Strasbourg, 16/02/2006 (Agence Europe) - Le Parlement européen a voté en première lecture, le 16 février, la proposition de directive sur les services dans le marché intérieur, en modifiant en profondeur la proposition initiale de la Commission. La résolution législative a été adoptée avec 394 voix pour, 215 contre et 33 abstentions. La majorité des députés ont voté en faveur du compromis élaboré par les deux principaux groupes politiques - PPE/DE et PSE - avec les nuances que nous avions signalées (voir EUROPE n° 9127, 9129 et 9132). Ils ont ainsi marqué leur accord en faveur du principe de libre prestation de services qui élimine le principe du pays d'origine. Ils ont voté pour l'inclusion de certains services d'intérêt économique général (SIEG) tels que l'eau, mais pour l'exclusion des services sociaux. D'une manière générale, les groupes PSE et PPE/DE se félicitent du résultat du vote qui prouve, selon eux, que le Parlement est capable de faire son travail de législateur et que la directive « services » saura concilier ouverture du secteur des services et protection des citoyens. Le principe de libre prestation de services n'en finit pas moins d'alimenter des interprétations contradictoires.

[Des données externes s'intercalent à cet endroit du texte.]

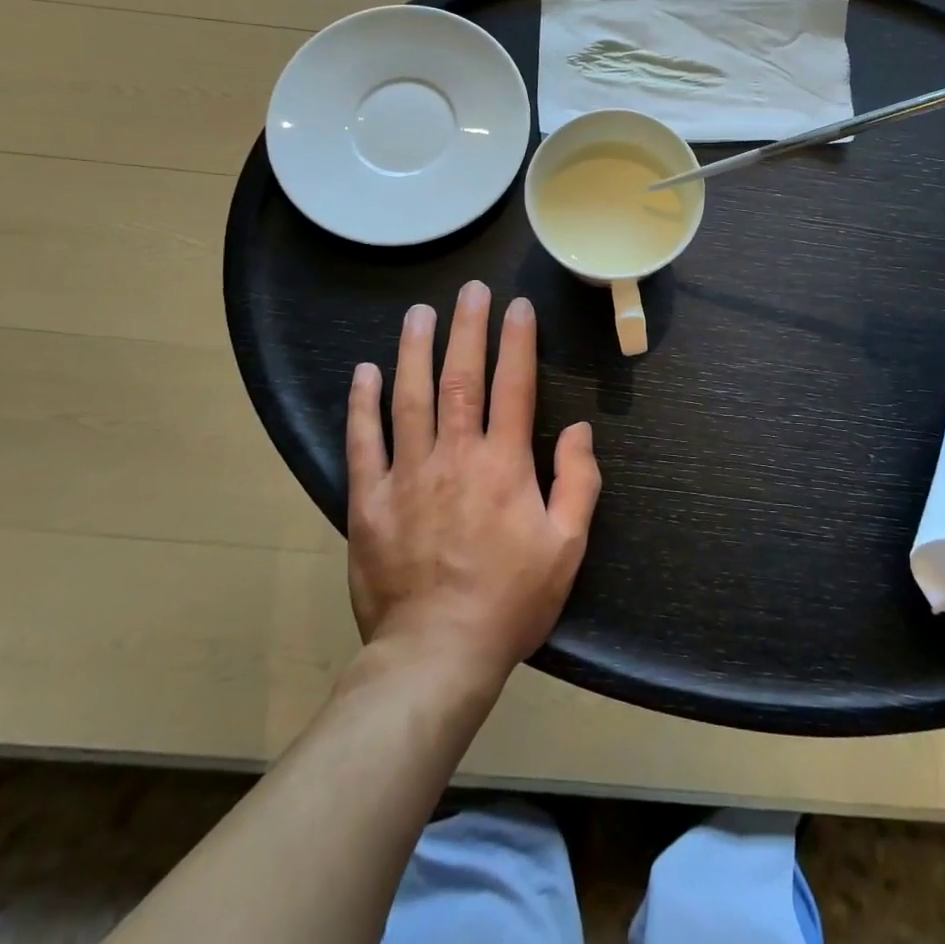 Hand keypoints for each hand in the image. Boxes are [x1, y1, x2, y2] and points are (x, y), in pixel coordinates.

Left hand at [345, 282, 600, 679]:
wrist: (436, 654)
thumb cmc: (510, 601)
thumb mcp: (567, 548)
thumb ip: (579, 483)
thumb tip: (581, 430)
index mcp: (505, 465)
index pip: (514, 387)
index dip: (518, 342)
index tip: (518, 307)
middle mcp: (455, 456)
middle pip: (461, 378)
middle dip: (468, 329)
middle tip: (471, 290)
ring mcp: (407, 475)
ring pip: (410, 398)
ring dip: (415, 350)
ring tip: (419, 313)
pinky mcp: (369, 501)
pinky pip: (363, 442)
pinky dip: (363, 404)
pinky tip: (365, 372) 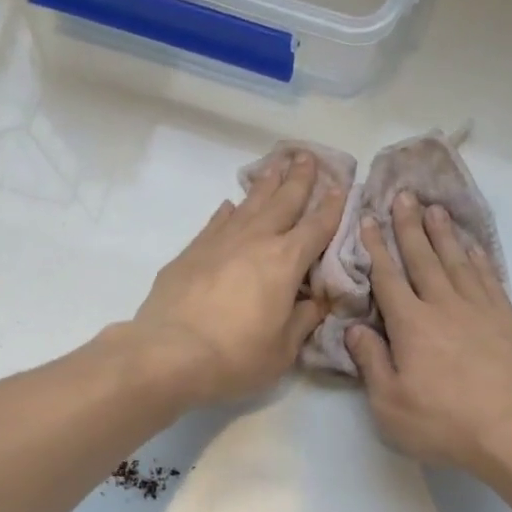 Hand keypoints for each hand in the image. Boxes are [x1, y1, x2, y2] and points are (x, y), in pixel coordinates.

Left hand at [127, 152, 343, 407]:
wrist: (169, 354)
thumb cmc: (236, 356)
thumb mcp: (283, 348)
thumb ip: (304, 319)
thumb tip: (318, 301)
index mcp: (285, 262)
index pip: (316, 227)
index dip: (332, 207)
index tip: (341, 187)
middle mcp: (255, 241)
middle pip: (282, 202)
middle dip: (299, 179)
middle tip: (308, 155)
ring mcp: (219, 242)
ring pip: (248, 204)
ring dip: (265, 183)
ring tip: (276, 164)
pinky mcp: (191, 252)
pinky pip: (216, 221)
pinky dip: (228, 210)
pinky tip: (230, 203)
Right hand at [345, 195, 511, 473]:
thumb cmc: (444, 423)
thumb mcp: (390, 404)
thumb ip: (371, 363)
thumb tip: (356, 329)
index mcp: (412, 325)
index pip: (388, 278)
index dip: (376, 248)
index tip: (367, 219)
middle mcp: (445, 306)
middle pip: (424, 259)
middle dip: (410, 227)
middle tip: (404, 195)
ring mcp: (482, 310)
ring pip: (458, 262)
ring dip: (445, 234)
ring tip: (435, 210)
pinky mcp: (510, 321)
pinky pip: (490, 279)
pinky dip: (479, 259)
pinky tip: (473, 248) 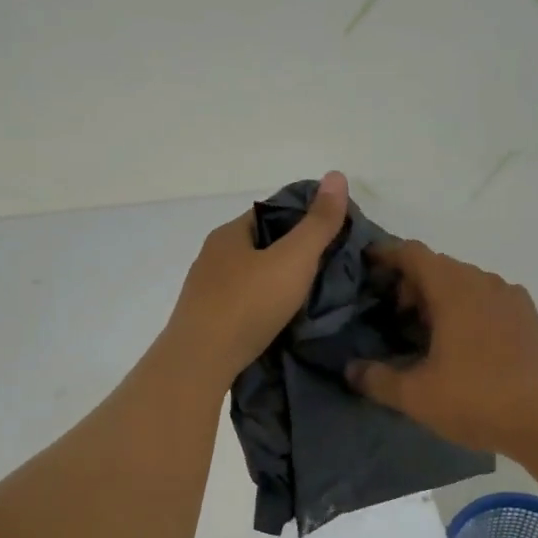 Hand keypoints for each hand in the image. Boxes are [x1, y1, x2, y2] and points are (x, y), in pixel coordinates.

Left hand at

Sur le plan législatif, il pourrait y avoir accélération de la procédure, avec un accord politique au Conseil encore sous présidence autrichienne et une deuxième lecture du PE vers l'automne.
« Nous avons atteint nos objectifs », a déclaré la sociale-démocrate allemande Evelyne Gebhardt, rapporteur, à l'issue du vote: la directive « services » ouvrira les marchés, incitera les États membres à coopérer davantage et assurera la protection des citoyens européens. « Nous avons réussi à voter à une large majorité », s'est-elle félicitée, et à « modifier le projet de la Commission de façon si radicale » que son « texte néolibéral » a été transformé en « un projet de loi dans lequel les citoyens sont placés au centre des préoccupations ». Mme Gebhardt a expliqué que cette réécriture de la directive a été possible « grâce à une série d'amendements fondamentaux ». Notamment, « nous avons veillé à ce que la législation de base soit celle du pays de destination » ; ceci, certes, n'est pas écrit à l'article 16 sur la libre prestation de services, a-t-elle reconnu, « mais nous avons sorti le principe du pays d'origine ». Et d'ajouter: pour la Cour de justice de l'UE, « quand le principe du pays d'origine n'est pas cité, c'est le principe du pays d'accueil » qui s'applique. Parmi les autres amendements fondamentaux votés par le PE, Mme Gebhardt a évoqué l'exclusion de la future directive des dispositions relatives au « droit du travail et social » et au « droit international privé ». « La Charte des droits fondamentaux est davantage ancrée dans la réalité », s'est-elle félicitée.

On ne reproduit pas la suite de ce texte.